— To do —
Would you transcribe all of the entries that follow, word for word?

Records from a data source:
<<<<
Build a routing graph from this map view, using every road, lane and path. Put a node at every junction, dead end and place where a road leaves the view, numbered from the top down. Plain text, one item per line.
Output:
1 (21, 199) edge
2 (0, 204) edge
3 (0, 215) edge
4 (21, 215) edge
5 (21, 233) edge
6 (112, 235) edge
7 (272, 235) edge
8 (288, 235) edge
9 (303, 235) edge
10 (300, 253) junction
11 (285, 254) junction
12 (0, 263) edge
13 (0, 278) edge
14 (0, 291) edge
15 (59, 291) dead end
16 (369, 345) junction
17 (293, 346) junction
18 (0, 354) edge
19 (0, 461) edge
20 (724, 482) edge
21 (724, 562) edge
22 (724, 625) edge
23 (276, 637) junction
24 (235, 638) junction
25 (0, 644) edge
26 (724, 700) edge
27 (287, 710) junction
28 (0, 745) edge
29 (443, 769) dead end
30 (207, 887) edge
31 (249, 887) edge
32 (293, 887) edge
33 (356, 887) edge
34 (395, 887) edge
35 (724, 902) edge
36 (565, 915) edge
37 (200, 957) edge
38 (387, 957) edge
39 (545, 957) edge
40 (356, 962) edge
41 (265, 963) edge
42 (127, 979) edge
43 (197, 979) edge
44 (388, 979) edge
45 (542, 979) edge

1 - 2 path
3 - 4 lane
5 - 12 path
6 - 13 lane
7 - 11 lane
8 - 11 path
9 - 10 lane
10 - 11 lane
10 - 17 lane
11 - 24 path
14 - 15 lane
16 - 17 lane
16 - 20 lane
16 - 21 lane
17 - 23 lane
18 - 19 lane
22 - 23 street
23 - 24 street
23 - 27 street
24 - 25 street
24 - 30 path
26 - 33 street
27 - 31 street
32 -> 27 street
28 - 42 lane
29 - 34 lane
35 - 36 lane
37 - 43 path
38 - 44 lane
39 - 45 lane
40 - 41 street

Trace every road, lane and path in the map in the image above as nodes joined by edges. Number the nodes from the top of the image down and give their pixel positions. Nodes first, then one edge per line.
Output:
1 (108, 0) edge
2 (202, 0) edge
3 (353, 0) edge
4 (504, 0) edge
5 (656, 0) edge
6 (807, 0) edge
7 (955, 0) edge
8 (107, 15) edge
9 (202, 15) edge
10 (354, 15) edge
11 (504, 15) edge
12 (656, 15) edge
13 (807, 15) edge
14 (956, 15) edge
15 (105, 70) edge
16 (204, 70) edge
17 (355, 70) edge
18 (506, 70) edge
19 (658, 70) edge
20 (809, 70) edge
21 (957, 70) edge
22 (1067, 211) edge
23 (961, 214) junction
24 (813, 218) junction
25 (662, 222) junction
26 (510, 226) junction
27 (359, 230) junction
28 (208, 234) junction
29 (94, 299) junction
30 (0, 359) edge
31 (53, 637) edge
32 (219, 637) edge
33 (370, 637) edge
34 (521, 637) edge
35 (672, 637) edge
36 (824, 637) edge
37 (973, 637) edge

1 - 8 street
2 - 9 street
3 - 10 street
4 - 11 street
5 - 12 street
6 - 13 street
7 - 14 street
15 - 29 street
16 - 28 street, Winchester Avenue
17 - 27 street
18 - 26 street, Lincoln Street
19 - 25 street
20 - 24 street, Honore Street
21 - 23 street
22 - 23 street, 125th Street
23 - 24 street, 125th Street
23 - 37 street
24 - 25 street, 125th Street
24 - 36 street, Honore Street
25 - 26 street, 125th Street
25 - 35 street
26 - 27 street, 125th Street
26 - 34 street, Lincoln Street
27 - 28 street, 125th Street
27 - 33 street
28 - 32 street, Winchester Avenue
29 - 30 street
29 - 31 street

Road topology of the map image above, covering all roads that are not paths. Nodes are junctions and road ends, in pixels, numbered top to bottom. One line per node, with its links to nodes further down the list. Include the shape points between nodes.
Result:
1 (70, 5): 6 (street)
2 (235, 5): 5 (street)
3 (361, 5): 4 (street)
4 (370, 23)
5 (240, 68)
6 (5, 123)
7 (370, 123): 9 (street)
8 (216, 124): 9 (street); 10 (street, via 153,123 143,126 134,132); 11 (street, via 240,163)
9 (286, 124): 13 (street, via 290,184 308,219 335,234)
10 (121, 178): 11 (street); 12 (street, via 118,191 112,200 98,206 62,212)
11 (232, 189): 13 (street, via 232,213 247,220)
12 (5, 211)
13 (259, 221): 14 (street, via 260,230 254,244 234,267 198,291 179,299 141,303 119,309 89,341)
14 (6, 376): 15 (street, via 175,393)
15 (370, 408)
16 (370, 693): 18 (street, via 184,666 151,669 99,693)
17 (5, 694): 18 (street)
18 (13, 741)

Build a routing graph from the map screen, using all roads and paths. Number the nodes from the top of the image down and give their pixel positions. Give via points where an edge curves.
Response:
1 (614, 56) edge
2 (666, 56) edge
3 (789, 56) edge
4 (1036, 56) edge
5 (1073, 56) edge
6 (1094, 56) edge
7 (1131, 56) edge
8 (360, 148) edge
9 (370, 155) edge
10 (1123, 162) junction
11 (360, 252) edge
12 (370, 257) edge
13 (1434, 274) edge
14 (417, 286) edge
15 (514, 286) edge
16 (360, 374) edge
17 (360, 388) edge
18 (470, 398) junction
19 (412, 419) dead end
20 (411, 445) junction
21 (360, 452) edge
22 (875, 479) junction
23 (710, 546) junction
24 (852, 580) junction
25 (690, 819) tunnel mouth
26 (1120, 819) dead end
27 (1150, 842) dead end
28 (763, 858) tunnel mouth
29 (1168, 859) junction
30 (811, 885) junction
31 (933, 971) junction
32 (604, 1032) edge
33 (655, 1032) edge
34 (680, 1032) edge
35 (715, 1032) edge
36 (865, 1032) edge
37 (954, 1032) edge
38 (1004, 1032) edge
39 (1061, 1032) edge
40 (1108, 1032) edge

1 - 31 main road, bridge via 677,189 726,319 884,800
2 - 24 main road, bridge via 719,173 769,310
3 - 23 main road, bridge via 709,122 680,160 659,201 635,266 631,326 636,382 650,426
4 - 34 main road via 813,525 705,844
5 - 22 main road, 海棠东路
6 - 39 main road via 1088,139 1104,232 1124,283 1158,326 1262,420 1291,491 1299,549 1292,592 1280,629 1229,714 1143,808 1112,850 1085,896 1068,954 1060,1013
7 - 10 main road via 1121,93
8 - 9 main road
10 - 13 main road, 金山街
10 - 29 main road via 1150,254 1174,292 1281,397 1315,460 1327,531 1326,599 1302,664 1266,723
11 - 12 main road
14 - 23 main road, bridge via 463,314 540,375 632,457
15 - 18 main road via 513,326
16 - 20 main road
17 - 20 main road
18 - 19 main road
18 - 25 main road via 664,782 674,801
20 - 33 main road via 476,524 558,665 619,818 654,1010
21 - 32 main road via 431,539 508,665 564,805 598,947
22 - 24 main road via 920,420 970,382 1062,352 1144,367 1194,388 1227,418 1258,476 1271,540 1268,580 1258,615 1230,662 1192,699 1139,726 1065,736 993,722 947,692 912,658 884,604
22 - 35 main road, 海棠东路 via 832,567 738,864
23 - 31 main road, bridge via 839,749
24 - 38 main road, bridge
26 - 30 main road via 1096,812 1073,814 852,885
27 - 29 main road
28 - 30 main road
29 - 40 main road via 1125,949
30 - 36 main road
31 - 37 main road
>>>>
— Task result —
Build a routing graph from this map view, using every road, lane and path. Put a node at every junction, dead end and place where a road leaves the view, numbered from the top down. Plain text, one item per line.
Output:
1 (21, 199) edge
2 (0, 204) edge
3 (0, 215) edge
4 (21, 215) edge
5 (21, 233) edge
6 (112, 235) edge
7 (272, 235) edge
8 (288, 235) edge
9 (303, 235) edge
10 (300, 253) junction
11 (285, 254) junction
12 (0, 263) edge
13 (0, 278) edge
14 (0, 291) edge
15 (59, 291) dead end
16 (369, 345) junction
17 (293, 346) junction
18 (0, 354) edge
19 (0, 461) edge
20 (724, 482) edge
21 (724, 562) edge
22 (724, 625) edge
23 (276, 637) junction
24 (235, 638) junction
25 (0, 644) edge
26 (724, 700) edge
27 (287, 710) junction
28 (0, 745) edge
29 (443, 769) dead end
30 (207, 887) edge
31 (249, 887) edge
32 (293, 887) edge
33 (356, 887) edge
34 (395, 887) edge
35 (724, 902) edge
36 (565, 915) edge
37 (200, 957) edge
38 (387, 957) edge
39 (545, 957) edge
40 (356, 962) edge
41 (265, 963) edge
42 (127, 979) edge
43 (197, 979) edge
44 (388, 979) edge
45 (542, 979) edge

1 - 2 path
3 - 4 lane
5 - 12 path
6 - 13 lane
7 - 11 lane
8 - 11 path
9 - 10 lane
10 - 11 lane
10 - 17 lane
11 - 24 path
14 - 15 lane
16 - 17 lane
16 - 20 lane
16 - 21 lane
17 - 23 lane
18 - 19 lane
22 - 23 street
23 - 24 street
23 - 27 street
24 - 25 street
24 - 30 path
26 - 33 street
27 - 31 street
32 -> 27 street
28 - 42 lane
29 - 34 lane
35 - 36 lane
37 - 43 path
38 - 44 lane
39 - 45 lane
40 - 41 street

Trace every road, lane and path in the map in the image above as nodes joined by edges. Number the nodes from the top of the image down and give their pixel positions. Nodes first, then one edge per line.
Output:
1 (108, 0) edge
2 (202, 0) edge
3 (353, 0) edge
4 (504, 0) edge
5 (656, 0) edge
6 (807, 0) edge
7 (955, 0) edge
8 (107, 15) edge
9 (202, 15) edge
10 (354, 15) edge
11 (504, 15) edge
12 (656, 15) edge
13 (807, 15) edge
14 (956, 15) edge
15 (105, 70) edge
16 (204, 70) edge
17 (355, 70) edge
18 (506, 70) edge
19 (658, 70) edge
20 (809, 70) edge
21 (957, 70) edge
22 (1067, 211) edge
23 (961, 214) junction
24 (813, 218) junction
25 (662, 222) junction
26 (510, 226) junction
27 (359, 230) junction
28 (208, 234) junction
29 (94, 299) junction
30 (0, 359) edge
31 (53, 637) edge
32 (219, 637) edge
33 (370, 637) edge
34 (521, 637) edge
35 (672, 637) edge
36 (824, 637) edge
37 (973, 637) edge

1 - 8 street
2 - 9 street
3 - 10 street
4 - 11 street
5 - 12 street
6 - 13 street
7 - 14 street
15 - 29 street
16 - 28 street, Winchester Avenue
17 - 27 street
18 - 26 street, Lincoln Street
19 - 25 street
20 - 24 street, Honore Street
21 - 23 street
22 - 23 street, 125th Street
23 - 24 street, 125th Street
23 - 37 street
24 - 25 street, 125th Street
24 - 36 street, Honore Street
25 - 26 street, 125th Street
25 - 35 street
26 - 27 street, 125th Street
26 - 34 street, Lincoln Street
27 - 28 street, 125th Street
27 - 33 street
28 - 32 street, Winchester Avenue
29 - 30 street
29 - 31 street

Road topology of the map image above, covering all roads that are not paths. Nodes are junctions and road ends, in pixels, numbered top to bottom. One line per node, with its links to nodes further down the list. Include the shape points between nodes.
Result:
1 (70, 5): 6 (street)
2 (235, 5): 5 (street)
3 (361, 5): 4 (street)
4 (370, 23)
5 (240, 68)
6 (5, 123)
7 (370, 123): 9 (street)
8 (216, 124): 9 (street); 10 (street, via 153,123 143,126 134,132); 11 (street, via 240,163)
9 (286, 124): 13 (street, via 290,184 308,219 335,234)
10 (121, 178): 11 (street); 12 (street, via 118,191 112,200 98,206 62,212)
11 (232, 189): 13 (street, via 232,213 247,220)
12 (5, 211)
13 (259, 221): 14 (street, via 260,230 254,244 234,267 198,291 179,299 141,303 119,309 89,341)
14 (6, 376): 15 (street, via 175,393)
15 (370, 408)
16 (370, 693): 18 (street, via 184,666 151,669 99,693)
17 (5, 694): 18 (street)
18 (13, 741)

Build a routing graph from the map screen, using all roads and paths. Number the nodes from the top of the image down and give their pixel positions. Give via points where an edge curves.
Response:
1 (614, 56) edge
2 (666, 56) edge
3 (789, 56) edge
4 (1036, 56) edge
5 (1073, 56) edge
6 (1094, 56) edge
7 (1131, 56) edge
8 (360, 148) edge
9 (370, 155) edge
10 (1123, 162) junction
11 (360, 252) edge
12 (370, 257) edge
13 (1434, 274) edge
14 (417, 286) edge
15 (514, 286) edge
16 (360, 374) edge
17 (360, 388) edge
18 (470, 398) junction
19 (412, 419) dead end
20 (411, 445) junction
21 (360, 452) edge
22 (875, 479) junction
23 (710, 546) junction
24 (852, 580) junction
25 (690, 819) tunnel mouth
26 (1120, 819) dead end
27 (1150, 842) dead end
28 (763, 858) tunnel mouth
29 (1168, 859) junction
30 (811, 885) junction
31 (933, 971) junction
32 (604, 1032) edge
33 (655, 1032) edge
34 (680, 1032) edge
35 (715, 1032) edge
36 (865, 1032) edge
37 (954, 1032) edge
38 (1004, 1032) edge
39 (1061, 1032) edge
40 (1108, 1032) edge

1 - 31 main road, bridge via 677,189 726,319 884,800
2 - 24 main road, bridge via 719,173 769,310
3 - 23 main road, bridge via 709,122 680,160 659,201 635,266 631,326 636,382 650,426
4 - 34 main road via 813,525 705,844
5 - 22 main road, 海棠东路
6 - 39 main road via 1088,139 1104,232 1124,283 1158,326 1262,420 1291,491 1299,549 1292,592 1280,629 1229,714 1143,808 1112,850 1085,896 1068,954 1060,1013
7 - 10 main road via 1121,93
8 - 9 main road
10 - 13 main road, 金山街
10 - 29 main road via 1150,254 1174,292 1281,397 1315,460 1327,531 1326,599 1302,664 1266,723
11 - 12 main road
14 - 23 main road, bridge via 463,314 540,375 632,457
15 - 18 main road via 513,326
16 - 20 main road
17 - 20 main road
18 - 19 main road
18 - 25 main road via 664,782 674,801
20 - 33 main road via 476,524 558,665 619,818 654,1010
21 - 32 main road via 431,539 508,665 564,805 598,947
22 - 24 main road via 920,420 970,382 1062,352 1144,367 1194,388 1227,418 1258,476 1271,540 1268,580 1258,615 1230,662 1192,699 1139,726 1065,736 993,722 947,692 912,658 884,604
22 - 35 main road, 海棠东路 via 832,567 738,864
23 - 31 main road, bridge via 839,749
24 - 38 main road, bridge
26 - 30 main road via 1096,812 1073,814 852,885
27 - 29 main road
28 - 30 main road
29 - 40 main road via 1125,949
30 - 36 main road
31 - 37 main road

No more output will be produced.